By Felicity Clarke, Senior Contributing Reporter
RIO DE JANEIRO, BRAZIL – Rio’s unique topography is one of the city’s most alluring features, not least for the endless stunning views from the hilltops. As such, there is no shortage of rooms with a view, from bohemian favorite Santa Teresa to the multitude of favela communities that spread up the hillsides. However, a major practical consideration for life at a higher altitude is transportation up the steep inclines.
The easiest and safest – but by no means the cheapest – way to get around a city is by taxi, and indeed Rio is well served by darting yellow cabs. However many drivers (or as they tend to argue, their cars) have an extreme aversion to ascending the hills, and will point blank refuse customers wanting to go up to Santa Teresa, for example.
Rio’s bus services tend to focus on the flat lands, however there are some lines that make the climb.

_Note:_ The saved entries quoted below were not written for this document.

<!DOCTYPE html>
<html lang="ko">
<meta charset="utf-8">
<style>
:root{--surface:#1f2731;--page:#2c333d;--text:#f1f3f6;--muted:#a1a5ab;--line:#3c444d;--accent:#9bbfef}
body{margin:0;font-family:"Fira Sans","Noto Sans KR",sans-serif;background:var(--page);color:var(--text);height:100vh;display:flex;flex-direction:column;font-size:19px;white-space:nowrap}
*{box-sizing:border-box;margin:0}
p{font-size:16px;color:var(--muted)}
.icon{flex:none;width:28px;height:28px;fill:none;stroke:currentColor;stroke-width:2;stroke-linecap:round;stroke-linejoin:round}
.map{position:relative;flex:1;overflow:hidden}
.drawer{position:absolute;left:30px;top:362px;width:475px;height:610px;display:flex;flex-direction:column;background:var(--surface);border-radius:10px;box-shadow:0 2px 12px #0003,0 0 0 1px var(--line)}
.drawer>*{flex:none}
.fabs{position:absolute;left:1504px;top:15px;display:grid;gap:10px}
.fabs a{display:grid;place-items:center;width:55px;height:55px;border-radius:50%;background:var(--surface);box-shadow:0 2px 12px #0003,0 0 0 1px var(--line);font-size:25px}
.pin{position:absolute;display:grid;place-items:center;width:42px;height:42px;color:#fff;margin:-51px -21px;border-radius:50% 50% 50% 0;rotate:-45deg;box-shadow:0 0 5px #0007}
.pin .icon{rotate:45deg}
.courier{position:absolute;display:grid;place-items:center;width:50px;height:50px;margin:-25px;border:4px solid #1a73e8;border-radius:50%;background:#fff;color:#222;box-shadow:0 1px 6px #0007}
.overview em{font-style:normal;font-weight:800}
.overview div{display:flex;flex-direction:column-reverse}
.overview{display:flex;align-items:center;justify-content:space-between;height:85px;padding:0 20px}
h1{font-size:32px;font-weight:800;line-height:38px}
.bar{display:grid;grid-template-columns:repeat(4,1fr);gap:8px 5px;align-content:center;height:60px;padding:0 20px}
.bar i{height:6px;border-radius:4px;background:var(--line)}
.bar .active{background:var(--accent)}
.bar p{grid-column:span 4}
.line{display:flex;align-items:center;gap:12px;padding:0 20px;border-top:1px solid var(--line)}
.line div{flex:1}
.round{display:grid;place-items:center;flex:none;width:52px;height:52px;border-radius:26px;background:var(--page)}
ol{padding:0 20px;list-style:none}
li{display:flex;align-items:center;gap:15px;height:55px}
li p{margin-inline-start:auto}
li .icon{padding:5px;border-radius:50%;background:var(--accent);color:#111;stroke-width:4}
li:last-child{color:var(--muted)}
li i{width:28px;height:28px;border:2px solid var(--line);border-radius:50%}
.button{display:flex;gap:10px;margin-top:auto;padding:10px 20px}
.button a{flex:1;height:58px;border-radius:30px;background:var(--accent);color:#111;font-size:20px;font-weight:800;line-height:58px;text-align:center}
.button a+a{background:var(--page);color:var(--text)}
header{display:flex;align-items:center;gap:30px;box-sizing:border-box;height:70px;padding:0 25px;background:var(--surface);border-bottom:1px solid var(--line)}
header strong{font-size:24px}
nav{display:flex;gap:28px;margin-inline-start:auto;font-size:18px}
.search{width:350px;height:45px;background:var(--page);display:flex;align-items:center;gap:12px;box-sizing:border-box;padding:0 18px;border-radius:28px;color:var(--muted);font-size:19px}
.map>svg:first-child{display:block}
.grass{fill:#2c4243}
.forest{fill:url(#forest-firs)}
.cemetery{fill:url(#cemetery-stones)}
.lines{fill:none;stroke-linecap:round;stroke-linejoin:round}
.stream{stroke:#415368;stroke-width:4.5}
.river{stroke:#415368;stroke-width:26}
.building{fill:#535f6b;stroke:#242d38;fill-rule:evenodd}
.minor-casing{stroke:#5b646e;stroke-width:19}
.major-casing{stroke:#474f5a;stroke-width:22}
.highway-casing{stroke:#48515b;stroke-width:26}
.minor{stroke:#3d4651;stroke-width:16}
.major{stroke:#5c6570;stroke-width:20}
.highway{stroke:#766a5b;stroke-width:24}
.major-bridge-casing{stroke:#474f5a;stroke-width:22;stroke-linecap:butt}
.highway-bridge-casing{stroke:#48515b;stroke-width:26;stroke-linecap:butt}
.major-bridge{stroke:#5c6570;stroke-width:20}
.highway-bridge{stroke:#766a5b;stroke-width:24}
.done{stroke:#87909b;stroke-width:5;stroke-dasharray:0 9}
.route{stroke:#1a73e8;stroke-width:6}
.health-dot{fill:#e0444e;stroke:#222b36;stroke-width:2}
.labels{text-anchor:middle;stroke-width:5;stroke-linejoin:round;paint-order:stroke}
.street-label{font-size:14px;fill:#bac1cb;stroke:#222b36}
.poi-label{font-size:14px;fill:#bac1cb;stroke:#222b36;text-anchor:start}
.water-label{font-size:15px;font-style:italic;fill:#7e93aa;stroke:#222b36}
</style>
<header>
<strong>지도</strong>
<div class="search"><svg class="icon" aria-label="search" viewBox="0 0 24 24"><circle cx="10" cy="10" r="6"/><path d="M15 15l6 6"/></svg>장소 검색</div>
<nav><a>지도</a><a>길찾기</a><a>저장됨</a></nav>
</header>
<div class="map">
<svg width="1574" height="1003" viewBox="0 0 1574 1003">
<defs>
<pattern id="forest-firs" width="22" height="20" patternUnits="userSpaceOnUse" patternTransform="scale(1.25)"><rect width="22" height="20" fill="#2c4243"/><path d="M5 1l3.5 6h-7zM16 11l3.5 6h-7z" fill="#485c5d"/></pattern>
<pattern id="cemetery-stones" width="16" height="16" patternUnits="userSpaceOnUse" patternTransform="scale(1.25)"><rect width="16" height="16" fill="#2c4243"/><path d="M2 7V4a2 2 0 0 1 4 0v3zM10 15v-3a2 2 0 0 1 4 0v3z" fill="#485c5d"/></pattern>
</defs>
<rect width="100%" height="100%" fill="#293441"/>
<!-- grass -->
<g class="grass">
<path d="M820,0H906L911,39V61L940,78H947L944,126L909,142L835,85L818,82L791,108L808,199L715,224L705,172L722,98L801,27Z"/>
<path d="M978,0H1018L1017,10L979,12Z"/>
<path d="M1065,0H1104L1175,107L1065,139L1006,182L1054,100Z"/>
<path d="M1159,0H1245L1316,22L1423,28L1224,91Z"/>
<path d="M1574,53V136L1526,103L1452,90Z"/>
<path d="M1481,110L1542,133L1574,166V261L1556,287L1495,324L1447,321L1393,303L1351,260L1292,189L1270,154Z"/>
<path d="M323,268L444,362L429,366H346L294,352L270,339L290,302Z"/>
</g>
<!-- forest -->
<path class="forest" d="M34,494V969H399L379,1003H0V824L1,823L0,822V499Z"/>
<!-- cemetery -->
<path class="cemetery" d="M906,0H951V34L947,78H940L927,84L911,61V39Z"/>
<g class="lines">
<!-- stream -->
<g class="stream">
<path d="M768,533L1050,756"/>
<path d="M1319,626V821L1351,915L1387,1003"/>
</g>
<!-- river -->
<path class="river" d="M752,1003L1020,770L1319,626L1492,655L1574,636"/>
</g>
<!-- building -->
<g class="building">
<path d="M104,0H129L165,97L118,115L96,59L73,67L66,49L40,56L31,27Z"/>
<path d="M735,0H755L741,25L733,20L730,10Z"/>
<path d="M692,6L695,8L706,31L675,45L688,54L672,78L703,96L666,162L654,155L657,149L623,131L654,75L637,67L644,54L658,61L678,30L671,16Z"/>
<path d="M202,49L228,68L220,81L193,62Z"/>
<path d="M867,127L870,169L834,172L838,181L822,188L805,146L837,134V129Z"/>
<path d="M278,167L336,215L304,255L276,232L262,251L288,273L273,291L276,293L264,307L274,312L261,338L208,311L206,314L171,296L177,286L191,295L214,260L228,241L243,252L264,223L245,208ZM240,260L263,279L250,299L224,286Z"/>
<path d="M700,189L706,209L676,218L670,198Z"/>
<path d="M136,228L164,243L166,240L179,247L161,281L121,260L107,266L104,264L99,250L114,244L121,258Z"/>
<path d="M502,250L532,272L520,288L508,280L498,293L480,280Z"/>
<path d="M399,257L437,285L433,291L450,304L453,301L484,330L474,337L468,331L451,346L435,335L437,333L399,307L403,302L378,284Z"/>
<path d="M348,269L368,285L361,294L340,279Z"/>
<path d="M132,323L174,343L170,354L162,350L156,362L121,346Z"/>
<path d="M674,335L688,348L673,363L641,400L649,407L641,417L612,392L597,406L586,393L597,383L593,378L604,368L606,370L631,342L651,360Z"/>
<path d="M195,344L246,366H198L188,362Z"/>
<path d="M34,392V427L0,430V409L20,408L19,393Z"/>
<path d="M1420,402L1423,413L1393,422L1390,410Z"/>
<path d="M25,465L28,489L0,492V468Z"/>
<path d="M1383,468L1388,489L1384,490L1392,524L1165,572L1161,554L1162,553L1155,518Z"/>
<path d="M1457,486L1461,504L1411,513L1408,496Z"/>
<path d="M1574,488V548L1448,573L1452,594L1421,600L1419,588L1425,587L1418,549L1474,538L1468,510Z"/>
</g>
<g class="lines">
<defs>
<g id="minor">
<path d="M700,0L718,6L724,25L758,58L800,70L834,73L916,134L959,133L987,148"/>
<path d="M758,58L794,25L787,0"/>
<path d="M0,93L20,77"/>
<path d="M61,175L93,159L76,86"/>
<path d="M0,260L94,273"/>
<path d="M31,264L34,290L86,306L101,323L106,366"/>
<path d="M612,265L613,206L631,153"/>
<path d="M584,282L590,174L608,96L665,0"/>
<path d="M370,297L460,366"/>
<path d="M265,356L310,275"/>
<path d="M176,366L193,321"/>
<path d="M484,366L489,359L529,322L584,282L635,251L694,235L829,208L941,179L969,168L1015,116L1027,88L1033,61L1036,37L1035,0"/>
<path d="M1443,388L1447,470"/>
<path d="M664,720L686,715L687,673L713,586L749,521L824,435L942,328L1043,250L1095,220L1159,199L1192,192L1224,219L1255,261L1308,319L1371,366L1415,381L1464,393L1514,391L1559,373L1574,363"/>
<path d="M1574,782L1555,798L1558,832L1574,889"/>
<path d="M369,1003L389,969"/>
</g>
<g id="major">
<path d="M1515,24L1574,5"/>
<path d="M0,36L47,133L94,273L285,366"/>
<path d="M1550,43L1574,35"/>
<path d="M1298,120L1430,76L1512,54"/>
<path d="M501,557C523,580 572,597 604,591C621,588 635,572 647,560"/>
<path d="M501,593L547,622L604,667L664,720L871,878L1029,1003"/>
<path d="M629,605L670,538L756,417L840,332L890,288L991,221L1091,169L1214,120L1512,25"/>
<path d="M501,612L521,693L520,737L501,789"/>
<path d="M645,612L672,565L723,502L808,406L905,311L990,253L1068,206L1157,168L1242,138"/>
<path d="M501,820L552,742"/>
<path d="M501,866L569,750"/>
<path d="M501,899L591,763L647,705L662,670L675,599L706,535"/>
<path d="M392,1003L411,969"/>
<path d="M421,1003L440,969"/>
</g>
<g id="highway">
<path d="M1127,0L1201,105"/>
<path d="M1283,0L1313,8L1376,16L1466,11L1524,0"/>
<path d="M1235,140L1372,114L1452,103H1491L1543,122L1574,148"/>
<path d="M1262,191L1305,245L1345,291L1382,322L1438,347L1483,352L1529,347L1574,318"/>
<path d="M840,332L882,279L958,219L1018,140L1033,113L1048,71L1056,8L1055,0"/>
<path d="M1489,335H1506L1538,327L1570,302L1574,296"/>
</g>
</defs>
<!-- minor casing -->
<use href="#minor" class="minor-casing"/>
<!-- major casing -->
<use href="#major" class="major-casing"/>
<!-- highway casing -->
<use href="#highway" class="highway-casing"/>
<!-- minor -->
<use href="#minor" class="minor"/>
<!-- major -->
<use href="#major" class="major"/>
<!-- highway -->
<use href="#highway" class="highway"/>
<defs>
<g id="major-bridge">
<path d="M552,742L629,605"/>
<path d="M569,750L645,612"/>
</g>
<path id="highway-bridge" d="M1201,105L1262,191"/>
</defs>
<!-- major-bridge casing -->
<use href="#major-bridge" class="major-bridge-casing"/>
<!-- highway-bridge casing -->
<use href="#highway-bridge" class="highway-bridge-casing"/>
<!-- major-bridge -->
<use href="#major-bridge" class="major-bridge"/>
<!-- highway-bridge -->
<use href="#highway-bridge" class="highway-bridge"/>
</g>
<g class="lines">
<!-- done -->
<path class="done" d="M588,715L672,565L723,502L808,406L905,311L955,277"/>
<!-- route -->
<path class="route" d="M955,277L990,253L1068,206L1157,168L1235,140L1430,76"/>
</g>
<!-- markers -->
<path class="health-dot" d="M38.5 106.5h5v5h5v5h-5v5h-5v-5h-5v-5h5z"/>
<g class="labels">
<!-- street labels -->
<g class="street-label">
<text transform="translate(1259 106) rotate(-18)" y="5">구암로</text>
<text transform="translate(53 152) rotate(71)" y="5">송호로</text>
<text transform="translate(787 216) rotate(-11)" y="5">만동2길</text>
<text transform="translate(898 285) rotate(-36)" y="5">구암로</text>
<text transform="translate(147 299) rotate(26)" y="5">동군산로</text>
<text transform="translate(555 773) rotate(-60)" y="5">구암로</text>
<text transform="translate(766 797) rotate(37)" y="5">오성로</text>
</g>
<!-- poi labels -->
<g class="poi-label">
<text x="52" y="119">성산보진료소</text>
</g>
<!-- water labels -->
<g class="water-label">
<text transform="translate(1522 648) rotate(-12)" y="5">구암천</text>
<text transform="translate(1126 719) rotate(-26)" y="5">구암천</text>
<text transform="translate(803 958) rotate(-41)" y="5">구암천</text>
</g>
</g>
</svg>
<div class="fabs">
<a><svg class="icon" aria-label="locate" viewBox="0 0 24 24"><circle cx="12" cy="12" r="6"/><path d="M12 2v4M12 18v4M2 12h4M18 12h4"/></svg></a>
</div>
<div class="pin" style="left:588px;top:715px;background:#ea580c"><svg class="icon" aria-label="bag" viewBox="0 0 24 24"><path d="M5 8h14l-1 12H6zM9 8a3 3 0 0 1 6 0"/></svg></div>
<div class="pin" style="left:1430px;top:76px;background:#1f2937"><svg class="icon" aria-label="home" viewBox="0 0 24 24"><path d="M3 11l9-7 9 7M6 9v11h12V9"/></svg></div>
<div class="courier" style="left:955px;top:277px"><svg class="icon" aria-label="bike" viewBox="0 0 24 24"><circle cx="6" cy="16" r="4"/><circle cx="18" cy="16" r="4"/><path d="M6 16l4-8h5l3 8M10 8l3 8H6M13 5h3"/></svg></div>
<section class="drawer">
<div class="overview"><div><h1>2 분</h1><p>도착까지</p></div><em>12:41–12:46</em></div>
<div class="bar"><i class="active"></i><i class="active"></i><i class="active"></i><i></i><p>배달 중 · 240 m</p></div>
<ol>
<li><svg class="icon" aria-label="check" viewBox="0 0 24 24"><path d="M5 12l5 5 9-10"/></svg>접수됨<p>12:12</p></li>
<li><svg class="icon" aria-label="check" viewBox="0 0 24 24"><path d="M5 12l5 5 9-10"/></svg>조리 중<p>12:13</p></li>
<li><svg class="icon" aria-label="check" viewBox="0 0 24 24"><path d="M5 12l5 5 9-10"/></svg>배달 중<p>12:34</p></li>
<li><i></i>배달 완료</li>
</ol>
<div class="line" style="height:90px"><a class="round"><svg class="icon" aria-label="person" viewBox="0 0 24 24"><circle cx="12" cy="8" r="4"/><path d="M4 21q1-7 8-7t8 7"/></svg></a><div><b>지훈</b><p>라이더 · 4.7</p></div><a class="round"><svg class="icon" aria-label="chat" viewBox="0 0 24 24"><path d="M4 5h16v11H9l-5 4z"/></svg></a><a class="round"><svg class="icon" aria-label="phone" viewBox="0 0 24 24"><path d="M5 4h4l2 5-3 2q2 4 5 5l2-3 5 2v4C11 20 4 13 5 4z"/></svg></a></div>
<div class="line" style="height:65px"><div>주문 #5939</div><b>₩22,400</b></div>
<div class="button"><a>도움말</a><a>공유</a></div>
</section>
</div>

Santa Teresa is serviced by the 214, which goes to Paulo Mattos and the 206, which goes to Silvestre from where you can climb Corcovado up to Christ the Redeemer. Both depart from Castelo in Centro.
The official bus service is complemented by an unofficial service of vans known as kombis that provide another cheap mode of transport around the city. Often rickety Volkswagen vans that grind and clunk their way up the steep, winding roads, kombis go where buses don’t, providing a service to communities all over Rio.
Some have even been ‘pimped’ and fitted with UV lighting and video screens, and air-con if you are very lucky. Journeys cost between R$1.50 and R$2.20, but don’t expect any English language to be spoken, and for those new to Rio and Portuguese, these are not recommended.
Another somewhat ‘irregular’ option is a somewhat novel mode of transportation for many, the mototaxis. Mototaxis (motorcycle taxis) are widely available and popular with hillside residents in Rio for their fast, cheap service. Zipping around Rio on the back of a motorbike, weaving in and out of the traffic, gripping on as the climbing roads wind and bend, is easily one of the most thrilling ways to get from A to B.
There is the obvious concern of safety, for which by-and-large the stone-faced mototaxi driver has scant regard. For example, you may have to make a point of requesting a helmet, with uncertain chances of success. Burning your calf on the exhaust-pipe is common passenger injury, and be sure to hold on because most of the drivers know every twist and turn.
But if the idea still appeals, for excitement, ease and value there are no better alternatives. Look out for the various mototaxi points (Santa Teresa can be reached by the points at Glória metro, Rua Gomes Freire and Rua Monte Alegre in Lapa) and journeys cost around R$5 for 5km, or a standard R$2 for a swift uphill trip.
For Santa Teresa there is also the option of taking the famous bonde from its Carioca Station in Centro which goes to either Dois Irmãos beside Morro dos Prazeres or Paula Mattos ending at Largo das Neves and costs R$0.60. Be sure to sit on (or hang off) the right side going up or the left going down to get the best views.
As part of the UPP process of legalizing and servicing Rio’s favelas, pacified communities are starting to receive new official transport methods to reach the heights of the hills. Morro Santa Marta in Botafogo has a free tram service from the foot of the hill up to the top running daily from 7AM to midnight, and an elevator servicing the communities of Cantagalo and Pavão/Pavãozinho in Ipanema was inaugurated in June.
Although presenting a transportation challenge in some respects, there are options, and the lower rents, fresher air and stunning views make hilltop living in Rio an appealing option.